Task description: All of the entries are to be returned word for word.

[Collected data entries]
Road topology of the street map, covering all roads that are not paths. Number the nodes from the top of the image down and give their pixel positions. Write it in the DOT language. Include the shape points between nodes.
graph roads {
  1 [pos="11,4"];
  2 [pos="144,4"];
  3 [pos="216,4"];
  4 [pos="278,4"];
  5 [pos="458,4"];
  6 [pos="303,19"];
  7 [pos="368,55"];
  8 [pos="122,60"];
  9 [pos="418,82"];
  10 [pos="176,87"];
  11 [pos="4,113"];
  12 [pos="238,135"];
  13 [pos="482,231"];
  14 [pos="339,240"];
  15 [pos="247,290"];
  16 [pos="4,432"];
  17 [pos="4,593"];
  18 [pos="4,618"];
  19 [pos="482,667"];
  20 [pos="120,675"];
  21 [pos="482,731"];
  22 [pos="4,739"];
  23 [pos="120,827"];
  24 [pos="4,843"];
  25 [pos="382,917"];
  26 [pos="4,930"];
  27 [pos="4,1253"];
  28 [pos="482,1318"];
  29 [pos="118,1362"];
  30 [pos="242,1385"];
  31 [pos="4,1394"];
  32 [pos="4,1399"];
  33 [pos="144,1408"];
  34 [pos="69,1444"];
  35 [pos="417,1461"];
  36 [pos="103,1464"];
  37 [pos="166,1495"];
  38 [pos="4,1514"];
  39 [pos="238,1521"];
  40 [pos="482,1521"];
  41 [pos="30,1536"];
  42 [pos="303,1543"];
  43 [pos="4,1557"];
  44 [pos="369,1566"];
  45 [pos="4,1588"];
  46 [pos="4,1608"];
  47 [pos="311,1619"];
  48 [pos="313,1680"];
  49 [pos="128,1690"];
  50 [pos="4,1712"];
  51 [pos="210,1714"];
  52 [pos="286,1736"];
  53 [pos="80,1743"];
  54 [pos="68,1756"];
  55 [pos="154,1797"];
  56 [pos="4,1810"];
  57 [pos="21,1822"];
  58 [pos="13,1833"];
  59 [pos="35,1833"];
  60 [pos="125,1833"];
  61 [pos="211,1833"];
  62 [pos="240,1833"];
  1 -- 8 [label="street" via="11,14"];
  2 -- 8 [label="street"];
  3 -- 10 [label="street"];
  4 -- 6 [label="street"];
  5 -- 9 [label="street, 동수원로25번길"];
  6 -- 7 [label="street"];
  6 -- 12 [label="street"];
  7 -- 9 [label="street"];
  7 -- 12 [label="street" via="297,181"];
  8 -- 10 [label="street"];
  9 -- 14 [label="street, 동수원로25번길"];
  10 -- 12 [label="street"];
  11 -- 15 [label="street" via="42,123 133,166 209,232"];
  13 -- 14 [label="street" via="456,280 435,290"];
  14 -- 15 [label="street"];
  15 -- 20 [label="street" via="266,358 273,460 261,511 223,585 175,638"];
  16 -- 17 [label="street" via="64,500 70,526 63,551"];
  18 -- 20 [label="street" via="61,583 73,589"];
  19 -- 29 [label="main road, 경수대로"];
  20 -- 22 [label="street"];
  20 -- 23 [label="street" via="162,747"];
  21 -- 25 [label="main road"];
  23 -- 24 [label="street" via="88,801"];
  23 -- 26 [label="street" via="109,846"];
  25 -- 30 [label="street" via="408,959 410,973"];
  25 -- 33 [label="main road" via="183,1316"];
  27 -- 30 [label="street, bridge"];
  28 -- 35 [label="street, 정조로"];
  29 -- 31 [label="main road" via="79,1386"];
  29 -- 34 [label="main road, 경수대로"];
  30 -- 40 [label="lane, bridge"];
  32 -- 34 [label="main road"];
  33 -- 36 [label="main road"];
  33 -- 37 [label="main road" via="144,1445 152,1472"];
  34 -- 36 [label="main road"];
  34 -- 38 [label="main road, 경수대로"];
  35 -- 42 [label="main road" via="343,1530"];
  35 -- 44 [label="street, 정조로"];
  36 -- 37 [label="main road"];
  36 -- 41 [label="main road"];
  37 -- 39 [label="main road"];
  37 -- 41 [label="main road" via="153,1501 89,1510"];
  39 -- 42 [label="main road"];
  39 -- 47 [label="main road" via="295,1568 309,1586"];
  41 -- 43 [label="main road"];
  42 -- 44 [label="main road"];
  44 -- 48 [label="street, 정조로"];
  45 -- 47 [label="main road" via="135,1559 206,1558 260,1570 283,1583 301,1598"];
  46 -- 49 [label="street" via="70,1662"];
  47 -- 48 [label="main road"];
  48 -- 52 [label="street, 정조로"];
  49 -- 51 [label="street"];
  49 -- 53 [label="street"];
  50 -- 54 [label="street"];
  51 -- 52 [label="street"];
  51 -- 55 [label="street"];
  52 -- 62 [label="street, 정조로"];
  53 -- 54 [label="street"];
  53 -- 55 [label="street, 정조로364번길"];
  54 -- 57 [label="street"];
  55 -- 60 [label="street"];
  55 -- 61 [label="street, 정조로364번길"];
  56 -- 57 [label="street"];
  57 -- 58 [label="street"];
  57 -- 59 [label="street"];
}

The answer:
Road topology of the street map, covering all roads that are not paths. Number the nodes from the top of the image down and give their pixel positions. Write it in the DOT language. Include the shape points between nodes.
graph roads {
  1 [pos="11,4"];
  2 [pos="144,4"];
  3 [pos="216,4"];
  4 [pos="278,4"];
  5 [pos="458,4"];
  6 [pos="303,19"];
  7 [pos="368,55"];
  8 [pos="122,60"];
  9 [pos="418,82"];
  10 [pos="176,87"];
  11 [pos="4,113"];
  12 [pos="238,135"];
  13 [pos="482,231"];
  14 [pos="339,240"];
  15 [pos="247,290"];
  16 [pos="4,432"];
  17 [pos="4,593"];
  18 [pos="4,618"];
  19 [pos="482,667"];
  20 [pos="120,675"];
  21 [pos="482,731"];
  22 [pos="4,739"];
  23 [pos="120,827"];
  24 [pos="4,843"];
  25 [pos="382,917"];
  26 [pos="4,930"];
  27 [pos="4,1253"];
  28 [pos="482,1318"];
  29 [pos="118,1362"];
  30 [pos="242,1385"];
  31 [pos="4,1394"];
  32 [pos="4,1399"];
  33 [pos="144,1408"];
  34 [pos="69,1444"];
  35 [pos="417,1461"];
  36 [pos="103,1464"];
  37 [pos="166,1495"];
  38 [pos="4,1514"];
  39 [pos="238,1521"];
  40 [pos="482,1521"];
  41 [pos="30,1536"];
  42 [pos="303,1543"];
  43 [pos="4,1557"];
  44 [pos="369,1566"];
  45 [pos="4,1588"];
  46 [pos="4,1608"];
  47 [pos="311,1619"];
  48 [pos="313,1680"];
  49 [pos="128,1690"];
  50 [pos="4,1712"];
  51 [pos="210,1714"];
  52 [pos="286,1736"];
  53 [pos="80,1743"];
  54 [pos="68,1756"];
  55 [pos="154,1797"];
  56 [pos="4,1810"];
  57 [pos="21,1822"];
  58 [pos="13,1833"];
  59 [pos="35,1833"];
  60 [pos="125,1833"];
  61 [pos="211,1833"];
  62 [pos="240,1833"];
  1 -- 8 [label="street" via="11,14"];
  2 -- 8 [label="street"];
  3 -- 10 [label="street"];
  4 -- 6 [label="street"];
  5 -- 9 [label="street, 동수원로25번길"];
  6 -- 7 [label="street"];
  6 -- 12 [label="street"];
  7 -- 9 [label="street"];
  7 -- 12 [label="street" via="297,181"];
  8 -- 10 [label="street"];
  9 -- 14 [label="street, 동수원로25번길"];
  10 -- 12 [label="street"];
  11 -- 15 [label="street" via="42,123 133,166 209,232"];
  13 -- 14 [label="street" via="456,280 435,290"];
  14 -- 15 [label="street"];
  15 -- 20 [label="street" via="266,358 273,460 261,511 223,585 175,638"];
  16 -- 17 [label="street" via="64,500 70,526 63,551"];
  18 -- 20 [label="street" via="61,583 73,589"];
  19 -- 29 [label="main road, 경수대로"];
  20 -- 22 [label="street"];
  20 -- 23 [label="street" via="162,747"];
  21 -- 25 [label="main road"];
  23 -- 24 [label="street" via="88,801"];
  23 -- 26 [label="street" via="109,846"];
  25 -- 30 [label="street" via="408,959 410,973"];
  25 -- 33 [label="main road" via="183,1316"];
  27 -- 30 [label="street, bridge"];
  28 -- 35 [label="street, 정조로"];
  29 -- 31 [label="main road" via="79,1386"];
  29 -- 34 [label="main road, 경수대로"];
  30 -- 40 [label="lane, bridge"];
  32 -- 34 [label="main road"];
  33 -- 36 [label="main road"];
  33 -- 37 [label="main road" via="144,1445 152,1472"];
  34 -- 36 [label="main road"];
  34 -- 38 [label="main road, 경수대로"];
  35 -- 42 [label="main road" via="343,1530"];
  35 -- 44 [label="street, 정조로"];
  36 -- 37 [label="main road"];
  36 -- 41 [label="main road"];
  37 -- 39 [label="main road"];
  37 -- 41 [label="main road" via="153,1501 89,1510"];
  39 -- 42 [label="main road"];
  39 -- 47 [label="main road" via="295,1568 309,1586"];
  41 -- 43 [label="main road"];
  42 -- 44 [label="main road"];
  44 -- 48 [label="street, 정조로"];
  45 -- 47 [label="main road" via="135,1559 206,1558 260,1570 283,1583 301,1598"];
  46 -- 49 [label="street" via="70,1662"];
  47 -- 48 [label="main road"];
  48 -- 52 [label="street, 정조로"];
  49 -- 51 [label="street"];
  49 -- 53 [label="street"];
  50 -- 54 [label="street"];
  51 -- 52 [label="street"];
  51 -- 55 [label="street"];
  52 -- 62 [label="street, 정조로"];
  53 -- 54 [label="street"];
  53 -- 55 [label="street, 정조로364번길"];
  54 -- 57 [label="street"];
  55 -- 60 [label="street"];
  55 -- 61 [label="street, 정조로364번길"];
  56 -- 57 [label="street"];
  57 -- 58 [label="street"];
  57 -- 59 [label="street"];
}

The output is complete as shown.